Der Vorwurf der beauftragten Kindesentführung
Der Kern des Prozesses, der bereits am 12. Juli 2025 begann, ist die mutmaßliche Entführung der beiden jüngsten Kinder von Christina Block in der Silvesternacht 2023/2024. Die Kinder, die zum Zeitpunkt des Vorfalls 10 und 13 Jahre alt waren, lebten bei ihrem Vater in Dänemark. Der Anklage zufolge soll Block die Aktion in Auftrag gegeben haben, um die Kinder aus Dänemark zurückzuholen.
Block bestreitet diese Vorwürfe konsequent. Ihr Verteidiger Otmar Kury wies bereits zu Prozessbeginn zurück, dass seine Mandantin jemals einen Auftrag zur Rückholung der Kinder erteilt habe. Die Anklage gegen Block und sechs Mitangeklagte stützt sich auf die Annahme, dass die finanziellen Mittel und die organisatorische Planung der Erbin die Grundlage für die Tat bildeten.
Die Verteidigungsstrategie: Die verzweifelte Mutter
Die Verteidigung setzt auf eine psychologische und situative Einordnung der Ereignisse. Ingo Bott, ein weiterer Anwalt von Block, zeichnete vor Gericht das Bild einer verzweifelten Mutter
, der ihre Kinder entzogen und entfremdet worden seien. Diese Argumentation zielt darauf ab, Block nicht als kriminelle Energie getriebene Auftraggeberin, sondern als Opfer einer emotionalen Ausnahmesituation darzustellen.

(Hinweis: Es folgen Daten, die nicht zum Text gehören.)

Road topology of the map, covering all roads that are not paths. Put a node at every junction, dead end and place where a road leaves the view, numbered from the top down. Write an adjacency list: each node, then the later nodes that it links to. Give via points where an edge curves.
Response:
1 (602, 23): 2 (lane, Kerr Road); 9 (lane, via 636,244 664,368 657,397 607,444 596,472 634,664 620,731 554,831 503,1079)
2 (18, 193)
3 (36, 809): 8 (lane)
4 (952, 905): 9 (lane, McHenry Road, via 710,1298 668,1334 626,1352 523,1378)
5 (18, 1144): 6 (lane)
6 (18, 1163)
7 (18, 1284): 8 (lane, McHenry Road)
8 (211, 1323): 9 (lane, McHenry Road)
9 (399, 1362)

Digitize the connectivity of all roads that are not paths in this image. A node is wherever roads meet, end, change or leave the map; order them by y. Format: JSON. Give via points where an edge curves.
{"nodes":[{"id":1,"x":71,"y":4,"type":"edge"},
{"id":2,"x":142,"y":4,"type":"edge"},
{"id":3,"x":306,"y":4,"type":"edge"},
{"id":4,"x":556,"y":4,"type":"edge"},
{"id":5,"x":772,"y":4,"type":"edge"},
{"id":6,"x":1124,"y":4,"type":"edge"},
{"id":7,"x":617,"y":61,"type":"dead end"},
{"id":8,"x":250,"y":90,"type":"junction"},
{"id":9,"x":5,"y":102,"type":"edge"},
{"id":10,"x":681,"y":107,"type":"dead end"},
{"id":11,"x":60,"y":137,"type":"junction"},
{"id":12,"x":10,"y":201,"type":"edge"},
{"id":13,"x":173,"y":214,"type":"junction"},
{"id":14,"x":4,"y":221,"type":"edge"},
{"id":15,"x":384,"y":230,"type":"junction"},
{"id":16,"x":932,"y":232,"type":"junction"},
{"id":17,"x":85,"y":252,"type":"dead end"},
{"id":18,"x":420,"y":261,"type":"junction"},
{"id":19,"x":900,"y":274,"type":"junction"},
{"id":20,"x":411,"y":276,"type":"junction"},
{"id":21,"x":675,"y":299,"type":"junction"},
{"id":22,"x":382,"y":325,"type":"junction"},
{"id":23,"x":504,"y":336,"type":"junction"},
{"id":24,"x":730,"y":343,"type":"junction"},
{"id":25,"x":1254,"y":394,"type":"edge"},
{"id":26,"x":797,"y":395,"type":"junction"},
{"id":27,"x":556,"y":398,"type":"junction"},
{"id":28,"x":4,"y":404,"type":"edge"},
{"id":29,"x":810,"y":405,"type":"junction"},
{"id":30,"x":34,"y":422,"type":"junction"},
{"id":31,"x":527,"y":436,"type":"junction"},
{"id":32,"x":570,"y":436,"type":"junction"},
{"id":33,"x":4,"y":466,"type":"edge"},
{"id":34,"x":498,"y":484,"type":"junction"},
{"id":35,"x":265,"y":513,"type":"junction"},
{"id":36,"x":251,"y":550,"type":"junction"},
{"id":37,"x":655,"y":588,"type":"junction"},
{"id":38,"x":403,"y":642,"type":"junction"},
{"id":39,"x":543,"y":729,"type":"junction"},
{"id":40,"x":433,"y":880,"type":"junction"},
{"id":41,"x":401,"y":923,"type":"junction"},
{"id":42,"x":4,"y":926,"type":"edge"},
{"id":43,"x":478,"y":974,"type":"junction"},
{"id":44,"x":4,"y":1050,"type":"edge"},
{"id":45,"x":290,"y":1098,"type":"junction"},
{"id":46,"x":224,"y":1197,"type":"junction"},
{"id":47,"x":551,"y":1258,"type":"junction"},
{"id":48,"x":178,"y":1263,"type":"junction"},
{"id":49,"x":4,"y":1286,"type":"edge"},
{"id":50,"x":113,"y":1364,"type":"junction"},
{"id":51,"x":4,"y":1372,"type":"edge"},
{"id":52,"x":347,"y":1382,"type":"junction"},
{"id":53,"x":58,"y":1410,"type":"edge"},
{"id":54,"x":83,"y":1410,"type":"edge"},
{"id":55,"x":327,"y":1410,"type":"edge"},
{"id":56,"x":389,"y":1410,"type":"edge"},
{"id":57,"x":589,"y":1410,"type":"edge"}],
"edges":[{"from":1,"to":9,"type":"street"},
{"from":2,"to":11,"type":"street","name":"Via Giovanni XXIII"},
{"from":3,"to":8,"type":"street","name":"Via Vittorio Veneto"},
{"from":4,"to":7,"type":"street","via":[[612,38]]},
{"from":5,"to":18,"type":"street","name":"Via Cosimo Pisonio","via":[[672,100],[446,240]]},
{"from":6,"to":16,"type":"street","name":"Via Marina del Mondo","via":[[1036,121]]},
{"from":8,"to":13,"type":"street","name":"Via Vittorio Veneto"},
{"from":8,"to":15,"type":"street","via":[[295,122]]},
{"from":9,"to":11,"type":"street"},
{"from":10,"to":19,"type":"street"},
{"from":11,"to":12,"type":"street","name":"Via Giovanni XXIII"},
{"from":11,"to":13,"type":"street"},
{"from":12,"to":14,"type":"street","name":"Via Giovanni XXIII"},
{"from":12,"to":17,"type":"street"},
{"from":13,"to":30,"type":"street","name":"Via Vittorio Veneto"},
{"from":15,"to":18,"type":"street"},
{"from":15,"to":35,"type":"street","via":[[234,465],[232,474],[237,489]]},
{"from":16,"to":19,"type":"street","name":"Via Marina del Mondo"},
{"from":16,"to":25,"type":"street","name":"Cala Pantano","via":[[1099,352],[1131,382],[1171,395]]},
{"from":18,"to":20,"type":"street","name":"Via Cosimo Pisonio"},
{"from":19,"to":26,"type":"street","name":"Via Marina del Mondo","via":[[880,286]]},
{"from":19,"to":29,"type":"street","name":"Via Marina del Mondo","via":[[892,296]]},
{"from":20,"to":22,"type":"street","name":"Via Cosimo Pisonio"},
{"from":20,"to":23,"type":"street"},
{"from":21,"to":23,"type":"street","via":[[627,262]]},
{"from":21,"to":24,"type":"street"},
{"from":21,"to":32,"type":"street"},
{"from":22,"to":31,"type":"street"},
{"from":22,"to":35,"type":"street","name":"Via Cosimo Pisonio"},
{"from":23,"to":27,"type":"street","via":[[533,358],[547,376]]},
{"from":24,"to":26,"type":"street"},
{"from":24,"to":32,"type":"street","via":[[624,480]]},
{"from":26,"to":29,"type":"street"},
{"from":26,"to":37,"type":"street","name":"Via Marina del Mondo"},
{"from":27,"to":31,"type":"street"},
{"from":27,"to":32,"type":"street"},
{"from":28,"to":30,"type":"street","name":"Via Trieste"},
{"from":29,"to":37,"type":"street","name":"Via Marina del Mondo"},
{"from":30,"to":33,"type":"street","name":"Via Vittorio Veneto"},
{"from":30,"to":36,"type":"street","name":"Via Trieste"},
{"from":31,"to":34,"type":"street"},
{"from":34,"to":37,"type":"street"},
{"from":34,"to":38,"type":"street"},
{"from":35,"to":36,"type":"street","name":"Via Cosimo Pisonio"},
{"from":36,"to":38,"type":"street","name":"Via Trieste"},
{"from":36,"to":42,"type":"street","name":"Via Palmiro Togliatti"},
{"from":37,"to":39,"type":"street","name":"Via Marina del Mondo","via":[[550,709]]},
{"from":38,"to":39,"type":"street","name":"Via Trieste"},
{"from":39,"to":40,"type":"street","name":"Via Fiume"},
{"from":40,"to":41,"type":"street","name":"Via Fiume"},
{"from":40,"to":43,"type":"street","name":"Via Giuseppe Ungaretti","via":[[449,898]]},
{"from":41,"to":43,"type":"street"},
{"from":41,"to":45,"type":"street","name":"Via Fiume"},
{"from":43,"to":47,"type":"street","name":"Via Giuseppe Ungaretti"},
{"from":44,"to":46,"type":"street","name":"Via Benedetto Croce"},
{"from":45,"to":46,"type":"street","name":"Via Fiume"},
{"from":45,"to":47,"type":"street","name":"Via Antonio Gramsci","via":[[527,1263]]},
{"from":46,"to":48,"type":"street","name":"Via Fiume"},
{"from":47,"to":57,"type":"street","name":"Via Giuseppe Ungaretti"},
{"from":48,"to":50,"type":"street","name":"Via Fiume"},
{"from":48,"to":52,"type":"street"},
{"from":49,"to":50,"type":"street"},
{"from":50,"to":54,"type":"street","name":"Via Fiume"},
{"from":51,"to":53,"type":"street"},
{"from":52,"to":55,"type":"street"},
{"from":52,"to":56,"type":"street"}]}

Ein wesentlicher Teil der Verteidigung richtet sich gegen den Vater der Kinder, den 51-jährigen Stephan Hensel. Otmar Kury erhob schwere Vorwürfe gegen Hensel und behauptete, dieser habe Block über Jahre hinweg den Kontakt zu ihrer Tochter und ihrem Sohn rechtswidrig verweigert. Die Verteidigung geht sogar so weit, die ursprüngliche Zurückhaltung der Kinder in Dänemark selbst als eine Form der Entführung zu bezeichnen.
Zudem wurde die Rolle der öffentlichen Wahrnehmung thematisiert. Da Christina Block die Tochter des Gründers der gleichnamigen Steakhouse-Kette, Eugen Block, ist, steht sie im Fokus der Boulevardmedien. Ihr Anwalt sprach in diesem Zusammenhang von einer Schlammlawine
der Berichterstattung über den jahrelangen Sorgerechtsstreit, was den Druck auf die Beteiligten erhöht habe.
Alternative Szenarien und Mitangeklagte
Neben der Theorie der beauftragten Entführung brachte die Verteidigung ein alternatives Szenario ins Spiel. Aufgrund des Vermögens der Familie Block hätten sich verschiedene Sicherheitsfirmen an die Familie gewandt und Hilfe angeboten. Die Verteidigung äußerte die Vermutung, dass die Entführung eine nicht abgesprochene Aktion
einer solchen Firma gewesen sein könnte, die eigenmächtig handelte, um sich einen Auftrag zu sichern oder ihre Kompetenz zu beweisen.
Dieser Ansatz versucht, die kausale Verbindung zwischen dem Wunsch der Mutter, ihre Kinder zurückzuerhalten, und der tatsächlichen Durchführung der Tat durch David Barkay und seine Mitstreiter zu kappen. Dass nun Keren Tennenbaum als Schlüsselfigur der operativen Gruppe aussagt, ist für die Klärung dieses Punktes entscheidend.
Ausblick auf den weiteren Prozessverlauf
Mit dem 50. Verhandlungstag hat der Prozess eine beträchtliche Dauer erreicht, was die Komplexität der Beweisführung und die Anzahl der Zeugen widerspiegelt. Neben Christina Block und den sechs Mitangeklagten bleibt die Rolle von Personen wie Gerhard Delling, dem Lebensgefährten von Block und ehemaligen Sportmoderator, relevant, da auch er beabsichtigte, sich persönlich zum Geschehen zu äußern.
Die kommenden Verhandlungstage werden zeigen, ob die Aussagen von Tennenbaum ausreichen, um die Verteidigungslinie von Block zu Fall zu bringen oder ob die Argumentation der verzweifelten Mutter
und die Vorwürfe gegen Stephan Hensel genügend Zweifel an der strafrechtlichen Verantwortung der Erbin säen. Das Landgericht Hamburg muss nun abwägen, ob die Entführung eine koordinierte Operation unter der Führung von Block war oder ob die Tat ohne ihr explizites Wissen und Zutun erfolgte.